Defending Walter Block

Walter Block
At the post, Walter Block Says Milton Friedman Was a Socialist and Twitter Erupts, I want to address a couple of points made by commenters that need further contextual understanding.

One commenter writes:
And FA Hayek and Wilhelm Rokpe called for even more intervention than Friedman did. Hayek's Constitution of Liberty is much more socialistic than Friedman's Capitalism and Freedom. But waiting to hear Austrians call Hayek "socialist".
 I am not suggesting there are not legitimate points of differences but why some Austrians have this obsession with Friedman when there are plenty of other fire worse targets to focus on makes me think something else is at work here.
RW note:

Well, it just so happens that Dr. Block did call out Hayek. See:  WALTER BLOCK. On Socialist Tendencies in Hayek and Friedman.

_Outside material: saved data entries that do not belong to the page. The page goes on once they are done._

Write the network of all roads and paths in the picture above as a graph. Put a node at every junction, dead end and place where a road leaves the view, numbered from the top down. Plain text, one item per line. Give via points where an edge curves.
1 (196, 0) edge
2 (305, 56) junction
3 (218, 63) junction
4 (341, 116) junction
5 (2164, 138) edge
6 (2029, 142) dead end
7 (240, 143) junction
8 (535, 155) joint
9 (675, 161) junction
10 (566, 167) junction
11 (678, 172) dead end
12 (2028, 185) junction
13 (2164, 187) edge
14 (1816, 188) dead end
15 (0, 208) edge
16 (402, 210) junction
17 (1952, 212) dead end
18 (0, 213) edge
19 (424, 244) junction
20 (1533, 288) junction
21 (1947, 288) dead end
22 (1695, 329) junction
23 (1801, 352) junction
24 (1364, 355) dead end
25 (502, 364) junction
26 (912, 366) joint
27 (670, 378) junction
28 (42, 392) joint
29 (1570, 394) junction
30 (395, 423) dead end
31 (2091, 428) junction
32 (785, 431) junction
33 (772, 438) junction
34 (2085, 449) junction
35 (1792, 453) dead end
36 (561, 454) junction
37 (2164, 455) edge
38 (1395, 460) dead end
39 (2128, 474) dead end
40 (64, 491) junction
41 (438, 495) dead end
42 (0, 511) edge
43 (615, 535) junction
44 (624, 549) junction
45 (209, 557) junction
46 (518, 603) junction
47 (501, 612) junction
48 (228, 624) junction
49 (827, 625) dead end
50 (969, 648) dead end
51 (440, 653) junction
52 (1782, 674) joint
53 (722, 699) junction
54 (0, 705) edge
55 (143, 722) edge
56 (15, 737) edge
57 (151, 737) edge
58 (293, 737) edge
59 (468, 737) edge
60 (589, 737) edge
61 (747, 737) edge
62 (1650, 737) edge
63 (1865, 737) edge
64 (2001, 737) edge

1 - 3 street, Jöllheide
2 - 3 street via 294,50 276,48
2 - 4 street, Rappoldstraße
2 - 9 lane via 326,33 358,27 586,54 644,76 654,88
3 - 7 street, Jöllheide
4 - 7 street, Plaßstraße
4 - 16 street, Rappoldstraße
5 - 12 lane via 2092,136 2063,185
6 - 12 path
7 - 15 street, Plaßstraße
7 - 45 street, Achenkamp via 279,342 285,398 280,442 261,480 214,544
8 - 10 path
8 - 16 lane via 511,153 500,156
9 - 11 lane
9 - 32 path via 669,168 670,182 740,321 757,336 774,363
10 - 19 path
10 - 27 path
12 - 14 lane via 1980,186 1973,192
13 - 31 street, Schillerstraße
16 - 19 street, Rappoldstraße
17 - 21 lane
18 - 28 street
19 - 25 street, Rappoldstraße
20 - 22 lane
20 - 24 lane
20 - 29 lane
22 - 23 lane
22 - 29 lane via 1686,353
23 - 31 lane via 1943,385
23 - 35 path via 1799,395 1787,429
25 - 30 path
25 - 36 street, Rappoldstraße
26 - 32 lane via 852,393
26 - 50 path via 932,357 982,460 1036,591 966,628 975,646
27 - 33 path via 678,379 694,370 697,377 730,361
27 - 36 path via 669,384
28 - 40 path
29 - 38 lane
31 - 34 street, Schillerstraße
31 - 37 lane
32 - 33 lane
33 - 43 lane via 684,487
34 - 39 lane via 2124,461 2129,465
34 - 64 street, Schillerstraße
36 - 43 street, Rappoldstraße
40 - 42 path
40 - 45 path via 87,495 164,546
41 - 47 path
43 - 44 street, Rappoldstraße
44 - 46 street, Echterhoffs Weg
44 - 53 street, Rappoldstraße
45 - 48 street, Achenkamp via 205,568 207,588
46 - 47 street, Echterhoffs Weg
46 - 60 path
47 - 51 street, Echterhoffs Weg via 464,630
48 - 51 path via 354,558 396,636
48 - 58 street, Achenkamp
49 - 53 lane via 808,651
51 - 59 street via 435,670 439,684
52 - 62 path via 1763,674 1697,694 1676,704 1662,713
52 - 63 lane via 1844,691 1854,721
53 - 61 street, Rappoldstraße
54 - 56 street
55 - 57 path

And in a 27 page critique of Hayek's Road To Serfdom, Dr. Block concluded:
For a long time, until I read him more carefully, I too considered Hayek one of the champions of free enterprise. Unfortunately, it will not suffice. There were
many other authors writing at about the same time, several of whom wrote even before Hayek, when the prospects for liberty were, if anything, even worse. Consider the works of Ayn Rand, Henry Hazlitt, Ludwig von Mises, Lysander Spooner, Leonard
Read, Benjamin Tucker. These scholars made far fewer compromises with state intervention into the economy than Hayek. Thus, it is problematic to resort to the epoch in which he wrote as an explanation for Hayek’s interventionistic views. The
long and the short of it is that he was a rather weak and conflicted supporter of the market—one who for some reason was widely interpreted as a staunch and radical proponent of economic freedom. 
Then, we have Astro-Punk who comments:

Unfortunately for Block, Friedman called for abolishing the Fed. Right from his mouth:



RW note:

But this clip is misleading. Friedman may have been against the Fed but that is because he wanted a different method of government intervention with the money supply. He was not advocating a free market in money. He wanted government-controlled constant growth in the money supply. As this clip makes clear  (Sarts at 3:49 mark).



In other words, he was, indeed, a statist when it comes to monetary policy.



1 comment:

  1. For all of his pro-liberty advocacy, Friedman contributed to the development of the two key ways in which government can finance its statist programs: central planning of the money supply, and the withholding tax. And no apologies on either.

    From his 1995 interview in Reason magazine:

    "I played a significant role, no question about it, in introducing withholding. I think it's a great mistake for peacetime, but in 1941–43, all of us were concentrating on the war...I have no apologies for it, but I really wish we hadn't found it necessary and I wish there were some way of abolishing withholding now."